Exercise aim:
Each line of the material that mentions the word "Mercedes" is to be copied.

Records to process START

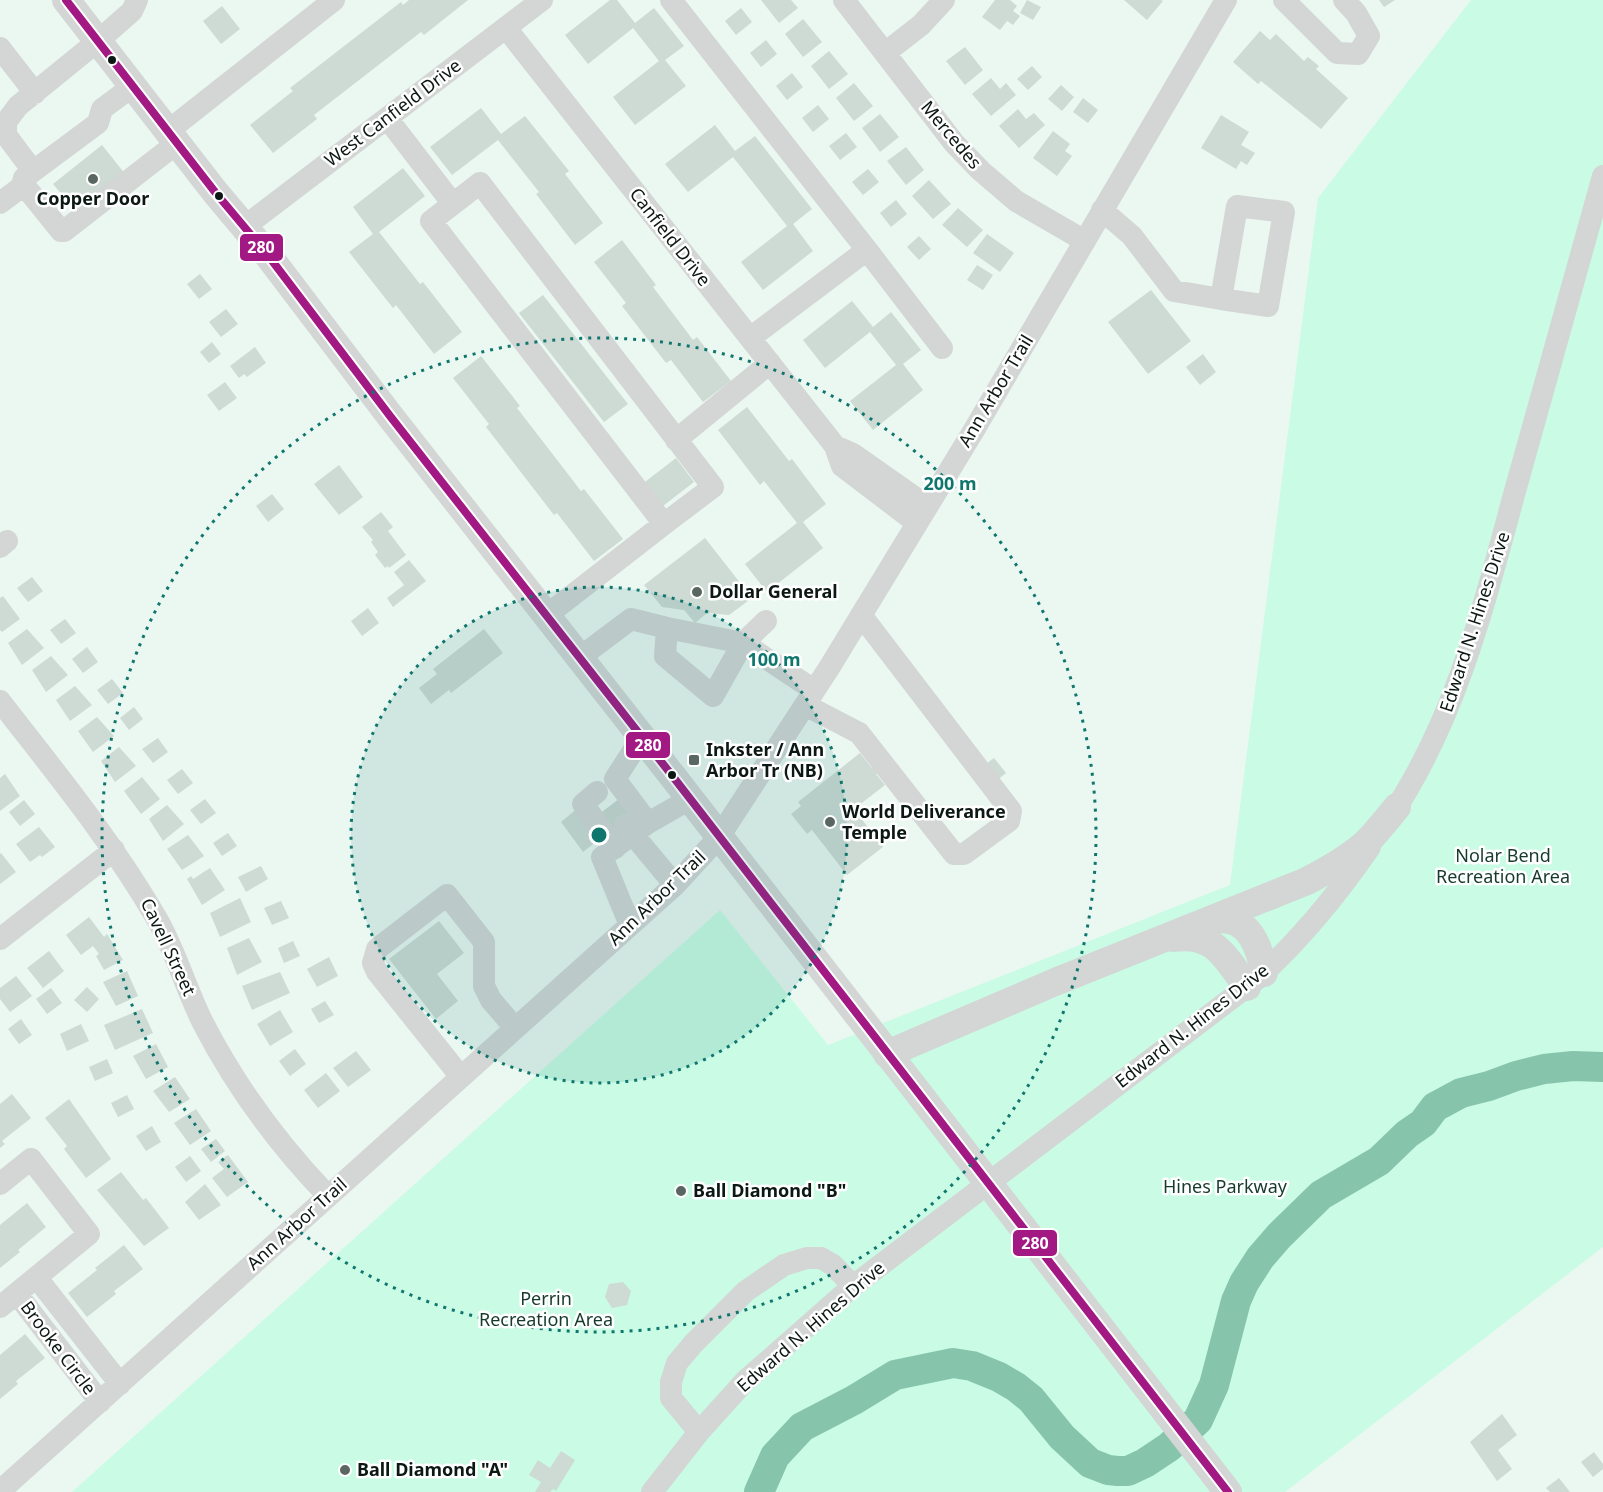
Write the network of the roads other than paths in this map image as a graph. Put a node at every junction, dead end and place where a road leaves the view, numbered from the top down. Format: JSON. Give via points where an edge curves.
{"nodes":[{"id":1,"x":66,"y":0,"type":"edge"},
{"id":2,"x":137,"y":0,"type":"edge"},
{"id":3,"x":334,"y":0,"type":"edge"},
{"id":4,"x":542,"y":0,"type":"edge"},
{"id":5,"x":671,"y":0,"type":"edge"},
{"id":6,"x":844,"y":0,"type":"edge"},
{"id":7,"x":944,"y":0,"type":"edge"},
{"id":8,"x":1226,"y":0,"type":"edge"},
{"id":9,"x":1284,"y":0,"type":"edge"},
{"id":10,"x":1344,"y":0,"type":"edge"},
{"id":11,"x":506,"y":28,"type":"junction"},
{"id":12,"x":98,"y":41,"type":"junction"},
{"id":13,"x":0,"y":48,"type":"edge"},
{"id":14,"x":885,"y":53,"type":"junction"},
{"id":15,"x":133,"y":86,"type":"junction"},
{"id":16,"x":35,"y":93,"type":"junction"},
{"id":17,"x":387,"y":118,"type":"junction"},
{"id":18,"x":173,"y":137,"type":"junction"},
{"id":19,"x":1603,"y":177,"type":"edge"},
{"id":20,"x":29,"y":178,"type":"junction"},
{"id":21,"x":0,"y":203,"type":"edge"},
{"id":22,"x":453,"y":204,"type":"junction"},
{"id":23,"x":1102,"y":210,"type":"junction"},
{"id":24,"x":244,"y":227,"type":"junction"},
{"id":25,"x":1085,"y":241,"type":"junction"},
{"id":26,"x":867,"y":250,"type":"junction"},
{"id":27,"x":1221,"y":299,"type":"junction"},
{"id":28,"x":750,"y":338,"type":"junction"},
{"id":29,"x":942,"y":348,"type":"dead end"},
{"id":30,"x":770,"y":363,"type":"junction"},
{"id":31,"x":676,"y":440,"type":"junction"},
{"id":32,"x":922,"y":514,"type":"junction"},
{"id":33,"x":664,"y":524,"type":"junction"},
{"id":34,"x":547,"y":615,"type":"junction"},
{"id":35,"x":861,"y":615,"type":"junction"},
{"id":36,"x":766,"y":621,"type":"dead end"},
{"id":37,"x":667,"y":628,"type":"junction"},
{"id":38,"x":742,"y":642,"type":"junction"},
{"id":39,"x":579,"y":658,"type":"junction"},
{"id":40,"x":809,"y":697,"type":"junction"},
{"id":41,"x":0,"y":701,"type":"edge"},
{"id":42,"x":642,"y":737,"type":"junction"},
{"id":43,"x":608,"y":792,"type":"junction"},
{"id":44,"x":690,"y":799,"type":"junction"},
{"id":45,"x":1397,"y":807,"type":"junction"},
{"id":46,"x":630,"y":833,"type":"junction"},
{"id":47,"x":719,"y":837,"type":"junction"},
{"id":48,"x":114,"y":850,"type":"junction"},
{"id":49,"x":675,"y":885,"type":"junction"},
{"id":50,"x":1214,"y":918,"type":"junction"},
{"id":51,"x":630,"y":925,"type":"junction"},
{"id":52,"x":0,"y":939,"type":"edge"},
{"id":53,"x":1159,"y":941,"type":"junction"},
{"id":54,"x":1255,"y":980,"type":"junction"},
{"id":55,"x":515,"y":1028,"type":"junction"},
{"id":56,"x":887,"y":1054,"type":"junction"},
{"id":57,"x":461,"y":1077,"type":"junction"},
{"id":58,"x":0,"y":1184,"type":"edge"},
{"id":59,"x":328,"y":1196,"type":"junction"},
{"id":60,"x":37,"y":1278,"type":"junction"},
{"id":61,"x":853,"y":1286,"type":"junction"},
{"id":62,"x":8,"y":1301,"type":"edge"},
{"id":63,"x":120,"y":1384,"type":"junction"},
{"id":64,"x":100,"y":1402,"type":"junction"},
{"id":65,"x":699,"y":1432,"type":"junction"},
{"id":66,"x":1224,"y":1487,"type":"edge"},
{"id":67,"x":0,"y":1491,"type":"edge"},
{"id":68,"x":652,"y":1492,"type":"edge"}],
"edges":[{"from":1,"to":12,"type":"main road"},
{"from":2,"to":12,"type":"street","via":[[132,11]]},
{"from":3,"to":18,"type":"street"},
{"from":4,"to":11,"type":"street","name":"West Canfield Drive"},
{"from":5,"to":26,"type":"street"},
{"from":6,"to":14,"type":"street","name":"Mercedes"},
{"from":7,"to":14,"type":"street","via":[[921,25]]},
{"from":8,"to":23,"type":"street","name":"Ann Arbor Trail"},
{"from":9,"to":10,"type":"street","via":[[1337,53],[1358,54],[1369,36]]},
{"from":11,"to":17,"type":"street","name":"West Canfield Drive"},
{"from":11,"to":28,"type":"street","name":"Canfield Drive"},
{"from":12,"to":15,"type":"main road"},
{"from":12,"to":16,"type":"street"},
{"from":13,"to":16,"type":"street"},
{"from":14,"to":25,"type":"street","name":"Mercedes","via":[[954,143],[981,171],[1016,201]]},
{"from":15,"to":18,"type":"main road"},
{"from":15,"to":20,"type":"street","via":[[102,109],[99,123]]},
{"from":16,"to":20,"type":"street","via":[[6,122],[6,135]]},
{"from":17,"to":22,"type":"street"},
{"from":17,"to":24,"type":"street","name":"West Canfield Drive"},
{"from":18,"to":20,"type":"street","via":[[64,231]]},
{"from":18,"to":24,"type":"main road"},
{"from":19,"to":45,"type":"street","name":"Edward N. Hines Drive","via":[[1480,616],[1441,726]]},
{"from":20,"to":21,"type":"street"},
{"from":22,"to":31,"type":"street","via":[[480,183]]},
{"from":22,"to":33,"type":"street","via":[[431,221]]},
{"from":23,"to":25,"type":"street","name":"Ann Arbor Trail"},
{"from":23,"to":27,"type":"street","via":[[1132,236],[1174,291]]},
{"from":24,"to":34,"type":"main road"},
{"from":25,"to":32,"type":"street","name":"Ann Arbor Trail"},
{"from":26,"to":28,"type":"street"},
{"from":26,"to":29,"type":"street"},
{"from":27,"to":27,"type":"street","via":[[1237,206],[1284,212],[1268,306]]},
{"from":28,"to":30,"type":"street","name":"Canfield Drive"},
{"from":30,"to":31,"type":"street"},
{"from":30,"to":32,"type":"street","name":"Canfield Drive","via":[[835,446],[853,454]]},
{"from":31,"to":33,"type":"street","via":[[712,487]]},
{"from":32,"to":35,"type":"street","name":"Ann Arbor Trail"},
{"from":33,"to":34,"type":"street"},
{"from":34,"to":39,"type":"main road"},
{"from":35,"to":40,"type":"street","name":"Ann Arbor Trail"},
{"from":35,"to":40,"type":"street","via":[[1011,811],[1009,821],[964,854],[954,854],[859,733]]},
{"from":36,"to":38,"type":"street"},
{"from":37,"to":38,"type":"street"},
{"from":37,"to":38,"type":"street","via":[[665,656],[713,696]]},
{"from":37,"to":39,"type":"street","via":[[631,619]]},
{"from":38,"to":40,"type":"street"},
{"from":39,"to":42,"type":"main road"},
{"from":40,"to":47,"type":"street","name":"Ann Arbor Trail"},
{"from":41,"to":48,"type":"street","name":"Cavell Street"},
{"from":42,"to":43,"type":"street"},
{"from":42,"to":44,"type":"main road"},
{"from":43,"to":46,"type":"street"},
{"from":43,"to":46,"type":"street","via":[[583,804]]},
{"from":44,"to":46,"type":"street"},
{"from":44,"to":47,"type":"main road"},
{"from":45,"to":50,"type":"main road","via":[[1367,842],[1330,869]]},
{"from":45,"to":54,"type":"street","name":"Edward N. Hines Drive","via":[[1319,914]]},
{"from":46,"to":49,"type":"street"},
{"from":46,"to":51,"type":"street","via":[[602,857]]},
{"from":47,"to":49,"type":"street","name":"Ann Arbor Trail"},
{"from":47,"to":56,"type":"main road"},
{"from":48,"to":52,"type":"street"},
{"from":48,"to":59,"type":"street","name":"Cavell Street","via":[[159,922],[203,1022],[236,1082],[282,1146]]},
{"from":49,"to":51,"type":"street","name":"Ann Arbor Trail"},
{"from":50,"to":53,"type":"main road"},
{"from":50,"to":54,"type":"main road","via":[[1237,922],[1258,946]]},
{"from":51,"to":55,"type":"street","name":"Ann Arbor Trail"},
{"from":53,"to":54,"type":"main road","via":[[1185,936],[1209,941]]},
{"from":53,"to":56,"type":"main road"},
{"from":54,"to":61,"type":"street","name":"Edward N. Hines Drive"},
{"from":55,"to":57,"type":"street","name":"Ann Arbor Trail"},
{"from":55,"to":57,"type":"street","via":[[484,986],[484,942],[447,895],[377,949],[377,972]]},
{"from":56,"to":66,"type":"main road"},
{"from":57,"to":59,"type":"street","name":"Ann Arbor Trail"},
{"from":58,"to":60,"type":"street","via":[[31,1159],[89,1234]]},
{"from":59,"to":63,"type":"street","name":"Ann Arbor Trail"},
{"from":60,"to":62,"type":"street"},
{"from":60,"to":63,"type":"street","name":"Brooke Circle"},
{"from":61,"to":65,"type":"street","name":"Edward N. Hines Drive","via":[[745,1381]]},
{"from":61,"to":65,"type":"street","via":[[833,1264],[821,1258],[807,1258],[784,1265],[746,1292],[677,1363],[671,1398]]},
{"from":62,"to":64,"type":"street","name":"Brooke Circle"},
{"from":63,"to":64,"type":"street","name":"Ann Arbor Trail"},
{"from":64,"to":67,"type":"street","name":"Ann Arbor Trail"},
{"from":65,"to":68,"type":"street","name":"Edward N. Hines Drive"}]}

Records to process END

Response:
{"from":6,"to":14,"type":"street","name":"Mercedes"},
{"from":14,"to":25,"type":"street","name":"Mercedes","via":[[954,143],[981,171],[1016,201]]},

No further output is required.